Let’s keep it light but real—are you team ‘Android Forever’ or ‘Just Go Back to iPhone Already’? 🧐"
@Charlie414 @navigators @iphone @Androidauth I prefer iPhone, but I have and regularly use an iPhone and a pixel. Anything I can help you with?
iOS sucks balls, and I use it every day as my work phone. It’s kind of the Ford “you can have any color you want, so long as it’s black”.
I’ve used and support Mac systems since about 1993.
You can’t give me a Mac. I have a MacBook Air that I inherited. It’s not worth my time to deal with. Design wise it’s a beautiful thing. Functionally it’s garbage. I can barely open it one handed - I feel bad for someone with physical limitations (or like when one hand was in a cast). The hinge is too tight and the balance wrong to be able to easily open it (to be fair, other laptops have a similar issue, because they’re trying to look cool, like the Lenovo X series or Yoga).

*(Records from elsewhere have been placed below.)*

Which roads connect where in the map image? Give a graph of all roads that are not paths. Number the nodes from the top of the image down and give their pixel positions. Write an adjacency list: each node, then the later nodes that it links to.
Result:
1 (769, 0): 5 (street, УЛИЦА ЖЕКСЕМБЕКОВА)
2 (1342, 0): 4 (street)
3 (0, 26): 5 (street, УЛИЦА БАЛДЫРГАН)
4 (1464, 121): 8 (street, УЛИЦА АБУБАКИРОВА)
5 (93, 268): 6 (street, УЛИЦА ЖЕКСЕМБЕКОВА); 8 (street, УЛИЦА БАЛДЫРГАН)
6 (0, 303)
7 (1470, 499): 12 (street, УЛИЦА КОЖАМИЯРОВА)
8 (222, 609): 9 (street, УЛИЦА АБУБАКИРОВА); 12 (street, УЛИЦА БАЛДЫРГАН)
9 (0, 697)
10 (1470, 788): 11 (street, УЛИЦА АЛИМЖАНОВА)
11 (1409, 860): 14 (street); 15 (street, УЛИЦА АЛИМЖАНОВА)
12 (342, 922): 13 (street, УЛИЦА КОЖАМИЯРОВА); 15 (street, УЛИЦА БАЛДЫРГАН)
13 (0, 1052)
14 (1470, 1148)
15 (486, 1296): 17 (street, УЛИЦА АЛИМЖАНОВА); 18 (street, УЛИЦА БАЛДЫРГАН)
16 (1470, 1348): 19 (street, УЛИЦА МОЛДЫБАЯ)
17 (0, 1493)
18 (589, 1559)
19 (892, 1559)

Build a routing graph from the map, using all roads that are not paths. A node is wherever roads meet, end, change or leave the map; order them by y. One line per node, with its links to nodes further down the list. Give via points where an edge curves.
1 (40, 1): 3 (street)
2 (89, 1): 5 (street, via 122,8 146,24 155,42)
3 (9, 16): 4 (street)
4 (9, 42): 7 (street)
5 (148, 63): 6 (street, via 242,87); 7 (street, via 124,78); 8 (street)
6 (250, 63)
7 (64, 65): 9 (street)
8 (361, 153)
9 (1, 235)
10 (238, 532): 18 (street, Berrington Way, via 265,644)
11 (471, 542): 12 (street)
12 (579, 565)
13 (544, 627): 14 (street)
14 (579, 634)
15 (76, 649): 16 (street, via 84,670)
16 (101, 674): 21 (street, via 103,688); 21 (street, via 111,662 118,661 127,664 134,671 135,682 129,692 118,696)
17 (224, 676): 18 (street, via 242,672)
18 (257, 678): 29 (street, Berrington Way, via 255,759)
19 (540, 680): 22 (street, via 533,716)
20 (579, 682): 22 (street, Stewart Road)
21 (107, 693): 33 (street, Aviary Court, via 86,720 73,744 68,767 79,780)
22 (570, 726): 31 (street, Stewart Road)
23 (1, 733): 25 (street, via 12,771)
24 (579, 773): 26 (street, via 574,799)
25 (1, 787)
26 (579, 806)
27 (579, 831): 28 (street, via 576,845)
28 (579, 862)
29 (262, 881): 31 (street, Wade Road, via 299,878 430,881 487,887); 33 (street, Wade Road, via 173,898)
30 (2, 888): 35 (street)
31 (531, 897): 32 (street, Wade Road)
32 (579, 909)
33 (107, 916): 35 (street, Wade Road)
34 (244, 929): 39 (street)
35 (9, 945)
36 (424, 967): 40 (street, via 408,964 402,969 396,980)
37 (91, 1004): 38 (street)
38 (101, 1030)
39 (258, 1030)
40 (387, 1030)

If you don’t need the flexibility of Android, then use iOS. That’s exactly what’s different about them. Android is flexible, iOS “just works”, but in a specific way (for example, most people couldn’t even use my Android - I change the UI so much because the “desktop”/home screen metaphor makes no sense on a phone, in my opinion).
For example, I currently keep about 70gb of data in sync on my phone using Syncthing. iOS doesn’t really permit this to work properly (Möbius can now do the sync, but it’s not true on-demand). Plus, iOS hides the underlying file system (it’s better, but it’s still problematic).
There’s a reason for this, and I don’t completely disagree with the Apple reasoning (let the OS manage all this stuff, let the user worry about what they want to do). The problem for me is, the OS doesn’t permit me to do what I want. Anything you want to do is largely only permitted the Apple way (or not at all).
Again, it’s a design approach that makes sense from a certain perspective, I just dislike it. They could’ve just as easily provided the current default functionality while still permitting users to do more, like use your own sync methids, or a different SMS app, etc (though I wish SMS would die already, and again, the Messages choice makes sense from their perspective).
The question is, why did you get an Android if you like how Apple/iOS works? If anyone in my family wanted to switch in that direction, I’d have a long talk about it with them.